--- Exercise prompt ---
Your answer should consist of each line from the data below that contains "highway".

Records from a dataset
^^^^^^^^^^^^^^^^
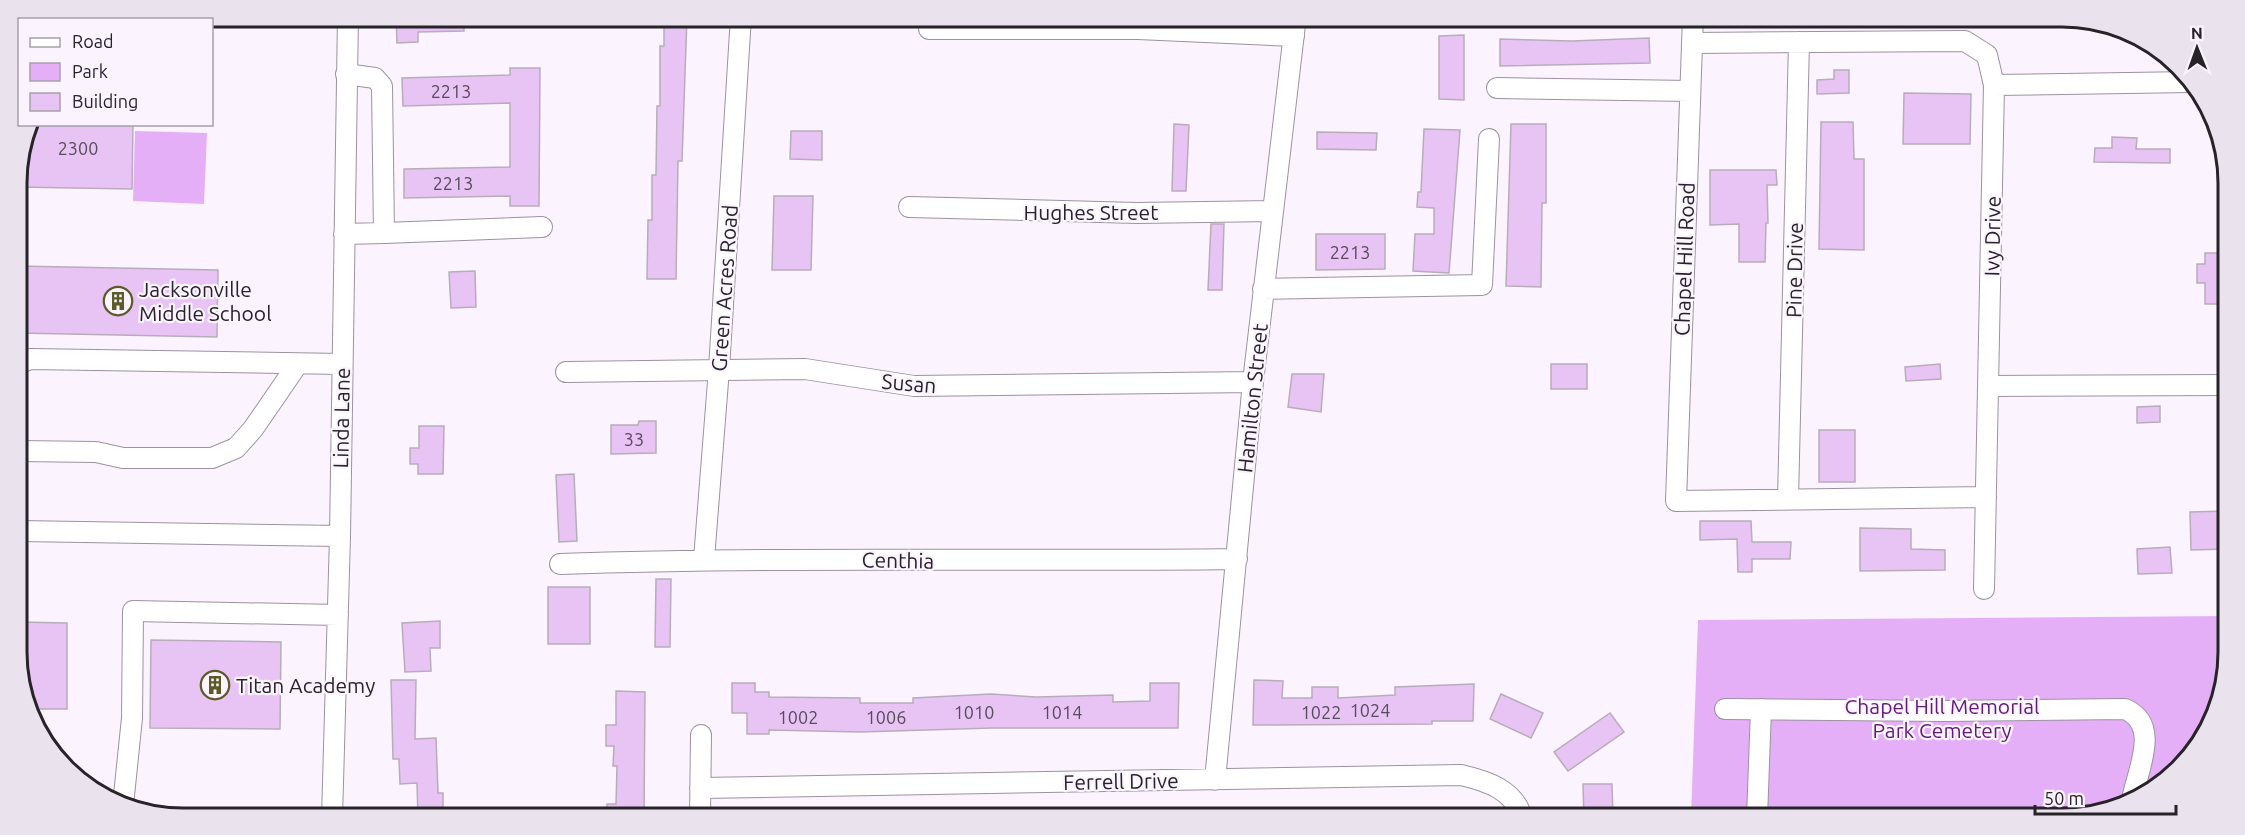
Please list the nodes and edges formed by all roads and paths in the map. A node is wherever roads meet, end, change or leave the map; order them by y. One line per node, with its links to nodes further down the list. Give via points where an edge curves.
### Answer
1 (348, 27): 9 (street, Linda Lane)
2 (740, 27): 24 (street, Green Acres Road)
3 (1243, 27): 6 (street)
4 (1295, 27): 16 (street, Hamilton Street)
5 (1693, 27): 8 (street, Chapel Hill Road)
6 (929, 29)
7 (1799, 42): 8 (street, Ivy Drive); 11 (street, Ivy Drive, via 1965,40 1987,55); 31 (street, Pine Drive)
8 (1692, 43): 13 (street, Chapel Hill Road)
9 (346, 74): 18 (street, via 375,78 382,86); 19 (street, Linda Lane)
10 (2180, 81): 11 (street)
11 (1994, 85): 28 (street, Ivy Drive)
12 (1497, 88): 13 (street)
13 (1690, 91): 31 (street, Chapel Hill Road, via 1676,501)
14 (1489, 139): 20 (street, via 1482,285)
15 (909, 207): 16 (street, Hughes Street, via 1137,213)
16 (1272, 211): 20 (street, Hamilton Street)
17 (542, 227): 18 (street)
18 (384, 233): 19 (street)
19 (344, 234): 22 (street, Linda Lane)
20 (1263, 289): 26 (street, Hamilton Street)
21 (27, 360): 23 (street)
22 (342, 364): 23 (street); 33 (street, Linda Lane)
23 (297, 365): 29 (street, via 236,448 212,458 123,458 96,452)
24 (719, 369): 25 (street, Susan); 26 (street, Susan, via 805,369 914,386); 34 (street, Green Acres Road)
25 (566, 372)
26 (1253, 382): 35 (street, Hamilton Street)
27 (2218, 385): 28 (street)
28 (1989, 386): 30 (street)
29 (27, 451)
30 (1986, 497): 31 (street); 37 (street)
31 (1788, 499)
32 (27, 531): 33 (street)
33 (340, 536): 38 (street, Linda Lane)
34 (704, 559): 35 (street, Centhia); 36 (street, Centhia)
35 (1236, 559): 42 (street, Hamilton Street)
36 (560, 564)
37 (1984, 589)
38 (338, 615): 45 (street, via 133,611 132,718); 46 (street, Linda Lane)
39 (1725, 709): 40 (street)
40 (1761, 709): 44 (street, via 2125,709 2142,721 2145,728); 49 (street)
41 (701, 735): 43 (street)
42 (1215, 780): 43 (street, Ferrell Drive); 48 (street, Ferrell Drive, via 1461,775 1497,786)
43 (700, 788): 47 (street)
44 (2134, 790)
45 (124, 796)
46 (332, 808)
47 (700, 808)
48 (1520, 808)
49 (1757, 808)

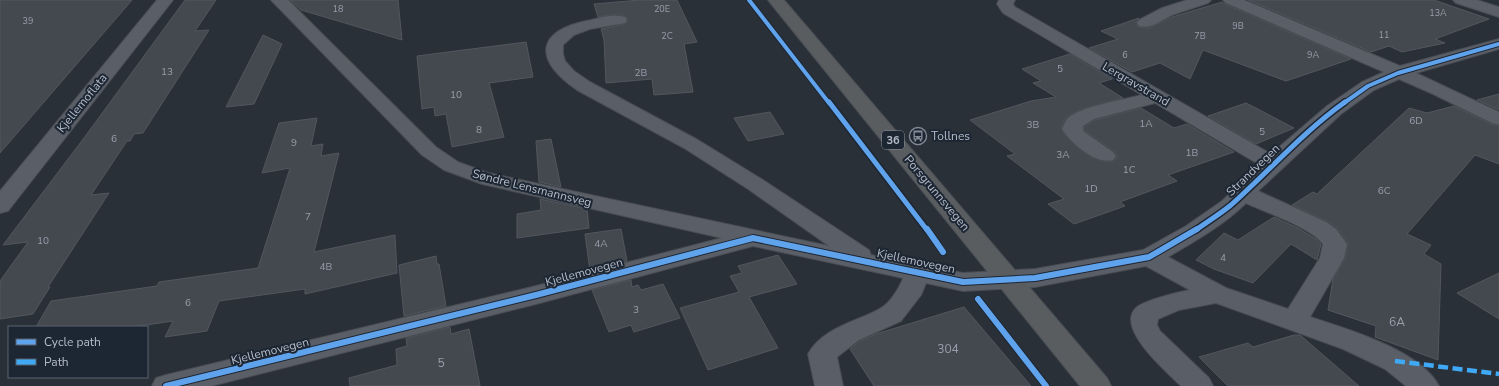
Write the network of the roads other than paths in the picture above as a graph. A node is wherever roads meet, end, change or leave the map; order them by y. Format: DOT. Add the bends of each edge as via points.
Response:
graph roads {
  1 [pos="165,0"];
  2 [pos="279,0"];
  3 [pos="776,0"];
  4 [pos="1007,0"];
  5 [pos="1203,0"];
  6 [pos="1232,0"];
  7 [pos="1461,0"];
  8 [pos="1499,12"];
  9 [pos="619,20"];
  10 [pos="1145,23"];
  11 [pos="1499,44"];
  12 [pos="1398,73"];
  13 [pos="1157,96"];
  14 [pos="1499,120"];
  15 [pos="1106,156"];
  16 [pos="1273,164"];
  17 [pos="1243,193"];
  18 [pos="0,206"];
  19 [pos="754,238"];
  20 [pos="1149,257"];
  21 [pos="866,261"];
  22 [pos="917,272"];
  23 [pos="1009,280"];
  24 [pos="1217,294"];
  25 [pos="1294,321"];
  26 [pos="166,386"];
  27 [pos="829,386"];
  28 [pos="1097,386"];
  29 [pos="1199,386"];
  30 [pos="1425,386"];
  1 -- 18 [label="street, Kjellemoflata"];
  2 -- 19 [label="street, Søndre Lensmannsveg" via="429,151 451,166 482,178"];
  3 -- 23 [label="highway, Porsgrunnsvegen / 36"];
  4 -- 13 [label="street, Lergravstrand" via="1005,4 1009,10"];
  5 -- 10 [label="street" via="1168,11"];
  6 -- 12 [label="street"];
  7 -- 8 [label="street"];
  9 -- 21 [label="street" via="575,28 561,35 554,54 568,75 589,90 690,143"];
  11 -- 12 [label="street, Strandvegen"];
  12 -- 14 [label="street" via="1440,90"];
  12 -- 16 [label="street, Strandvegen" via="1368,86 1334,110"];
  13 -- 15 [label="street" via="1087,115 1074,124 1072,129 1076,135"];
  13 -- 16 [label="street, Lergravstrand"];
  16 -- 17 [label="street, Strandvegen"];
  17 -- 20 [label="street, Strandvegen" via="1230,206 1194,231"];
  17 -- 25 [label="street" via="1318,227 1328,234 1335,244 1332,258"];
  19 -- 21 [label="street, Kjellemovegen"];
  19 -- 26 [label="street, Kjellemovegen" via="536,295"];
  20 -- 23 [label="street, Strandvegen" via="1035,278"];
  20 -- 24 [label="street"];
  21 -- 22 [label="street, Kjellemovegen"];
  22 -- 23 [label="street, Kjellemovegen" via="964,282"];
  22 -- 27 [label="street" via="912,289 892,314 849,333 822,354"];
  23 -- 28 [label="highway, Porsgrunnsvegen / 36"];
  24 -- 25 [label="street"];
  24 -- 29 [label="street" via="1174,302 1146,314 1144,324 1150,337"];
  25 -- 30 [label="street" via="1353,342 1395,361"];
}
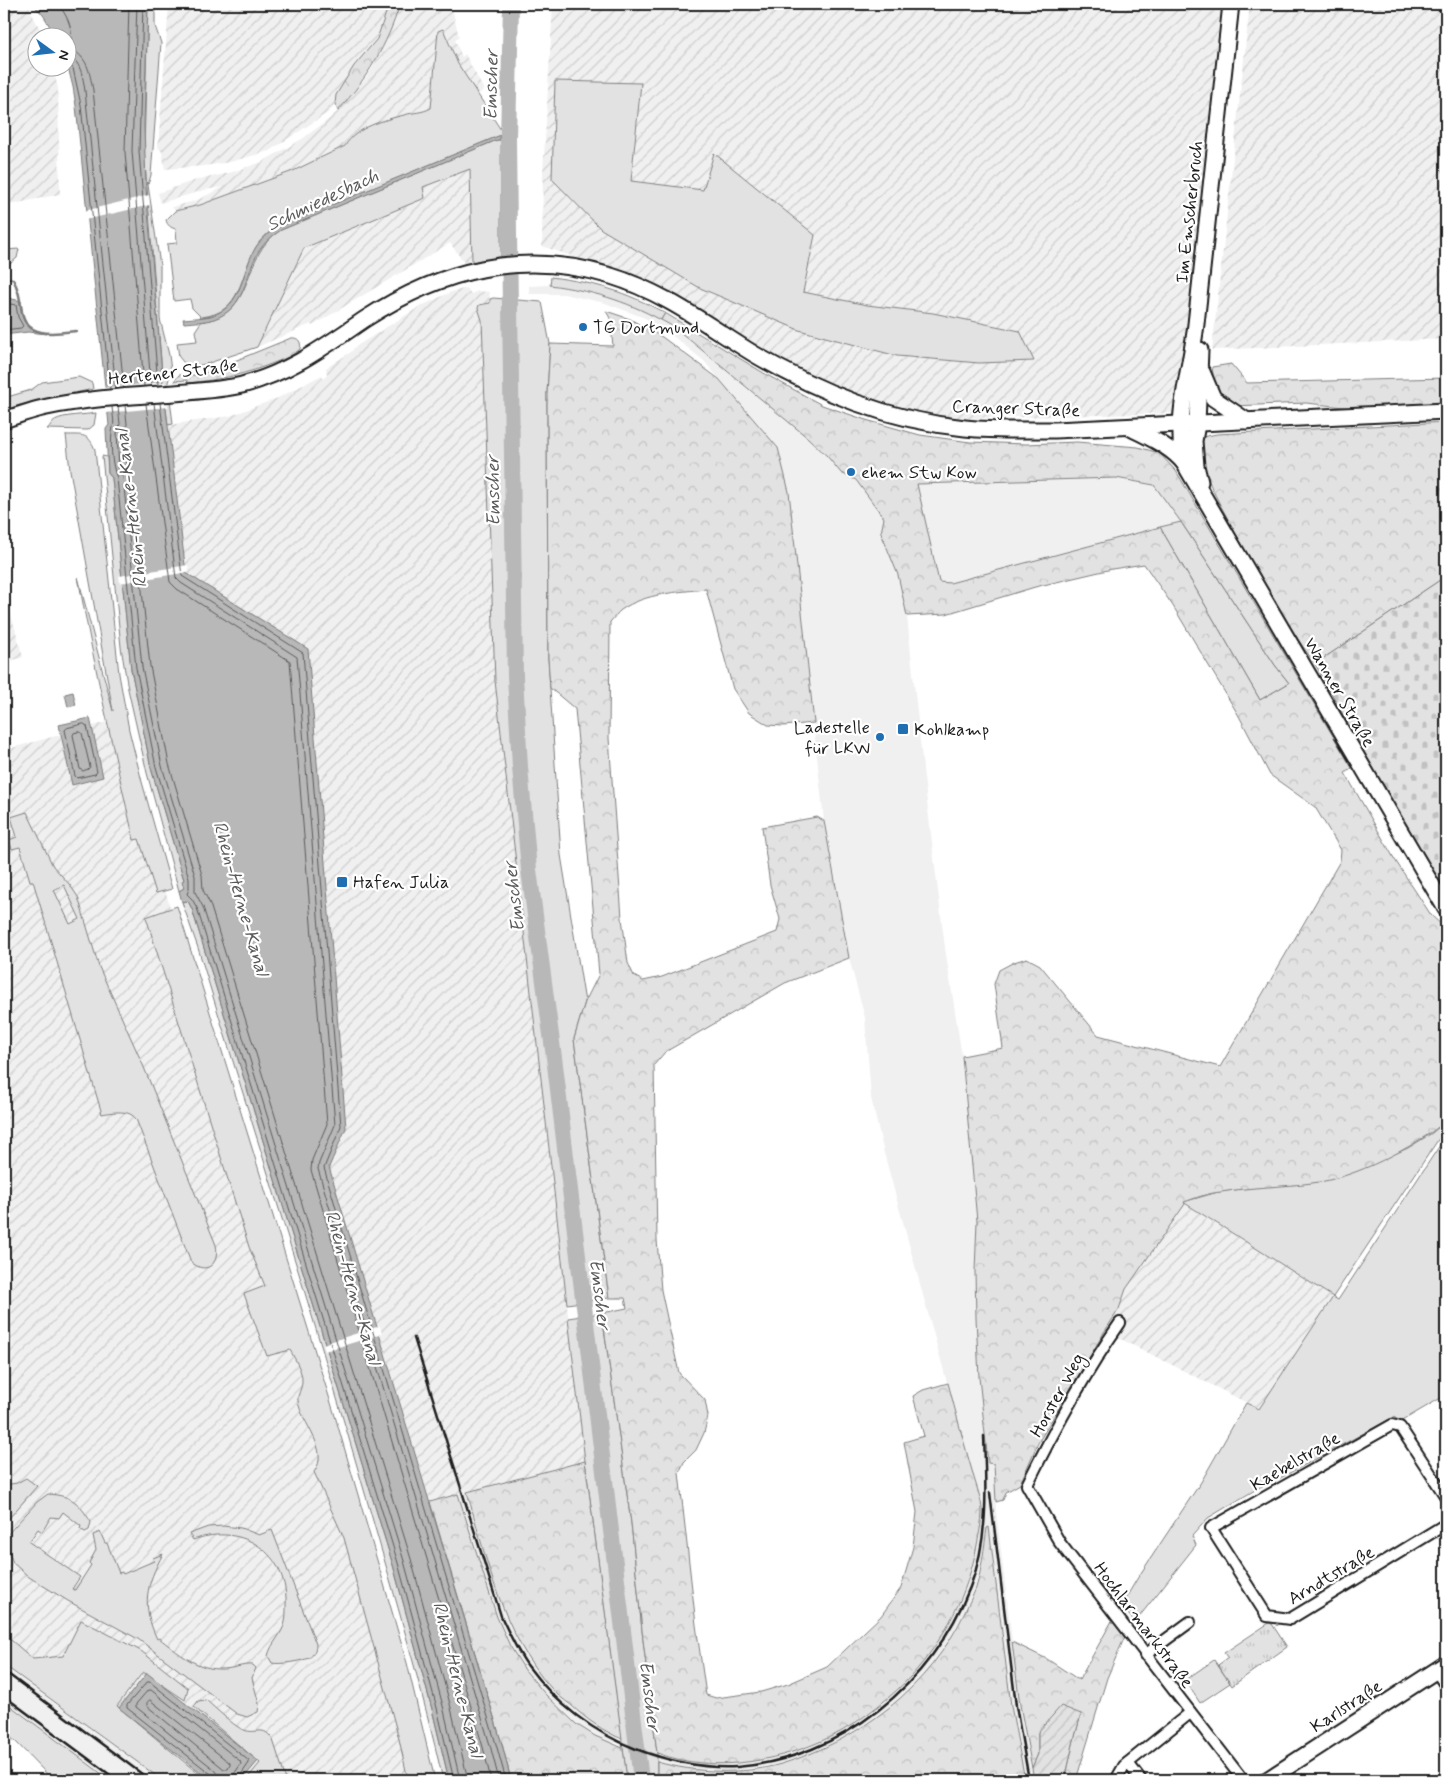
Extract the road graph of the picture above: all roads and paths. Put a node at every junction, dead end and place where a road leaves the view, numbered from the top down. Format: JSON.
{"nodes":[{"id":1,"x":1231,"y":4,"type":"edge"},
{"id":2,"x":1240,"y":4,"type":"edge"},
{"id":3,"x":471,"y":270,"type":"joint"},
{"id":4,"x":1195,"y":359,"type":"junction"},
{"id":5,"x":1446,"y":411,"type":"edge"},
{"id":6,"x":4,"y":420,"type":"edge"},
{"id":7,"x":1247,"y":421,"type":"junction"},
{"id":8,"x":1189,"y":424,"type":"junction"},
{"id":9,"x":1129,"y":428,"type":"junction"},
{"id":10,"x":1184,"y":463,"type":"junction"},
{"id":11,"x":1203,"y":494,"type":"junction"},
{"id":12,"x":1446,"y":909,"type":"edge"},
{"id":13,"x":1120,"y":1323,"type":"dead end"},
{"id":14,"x":1027,"y":1485,"type":"joint"},
{"id":15,"x":1446,"y":1497,"type":"edge"},
{"id":16,"x":1446,"y":1524,"type":"edge"},
{"id":17,"x":1211,"y":1528,"type":"joint"},
{"id":18,"x":1190,"y":1622,"type":"dead end"},
{"id":19,"x":1146,"y":1654,"type":"junction"},
{"id":20,"x":1441,"y":1667,"type":"edge"},
{"id":21,"x":1446,"y":1686,"type":"edge"},
{"id":22,"x":1190,"y":1713,"type":"junction"},
{"id":23,"x":1128,"y":1763,"type":"junction"},
{"id":24,"x":1116,"y":1780,"type":"edge"},
{"id":25,"x":1140,"y":1780,"type":"edge"},
{"id":26,"x":1243,"y":1780,"type":"edge"},
{"id":27,"x":1267,"y":1780,"type":"edge"}],
"edges":[{"from":1,"to":4,"type":"main road","name":"Im Emscherbruch"},
{"from":2,"to":4,"type":"main road","name":"Im Emscherbruch"},
{"from":3,"to":6,"type":"main road","name":"Hertener Straße"},
{"from":3,"to":9,"type":"main road","name":"Cranger Straße"},
{"from":4,"to":7,"type":"main road"},
{"from":4,"to":8,"type":"main road","name":"Im Emscherbruch"},
{"from":5,"to":7,"type":"main road","name":"Cranger Straße"},
{"from":7,"to":8,"type":"main road","name":"Cranger Straße"},
{"from":8,"to":9,"type":"main road","name":"Cranger Straße"},
{"from":8,"to":10,"type":"main road","name":"Wanner Straße"},
{"from":8,"to":11,"type":"main road","name":"Wanner Straße"},
{"from":9,"to":10,"type":"main road"},
{"from":10,"to":11,"type":"main road","name":"Wanner Straße"},
{"from":11,"to":12,"type":"main road","name":"Wanner Straße"},
{"from":13,"to":14,"type":"street","name":"Horster Weg"},
{"from":14,"to":19,"type":"street","name":"Hochlarmarkstraße"},
{"from":15,"to":17,"type":"street","name":"Kaebelstraße"},
{"from":16,"to":17,"type":"street","name":"Arndtstraße"},
{"from":18,"to":19,"type":"street"},
{"from":19,"to":22,"type":"street","name":"Hochlarmarkstraße"},
{"from":20,"to":21,"type":"street"},
{"from":20,"to":27,"type":"main road","name":"Karlstraße"},
{"from":22,"to":23,"type":"street"},
{"from":22,"to":26,"type":"street","name":"Hochlarmarkstraße"},
{"from":23,"to":24,"type":"street"},
{"from":23,"to":25,"type":"street"}]}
^^^^^^^^^^^^^^^^
--- Solution ---
  3 -- 23 [label="highway, Porsgrunnsvegen / 36"];
  23 -- 28 [label="highway, Porsgrunnsvegen / 36"];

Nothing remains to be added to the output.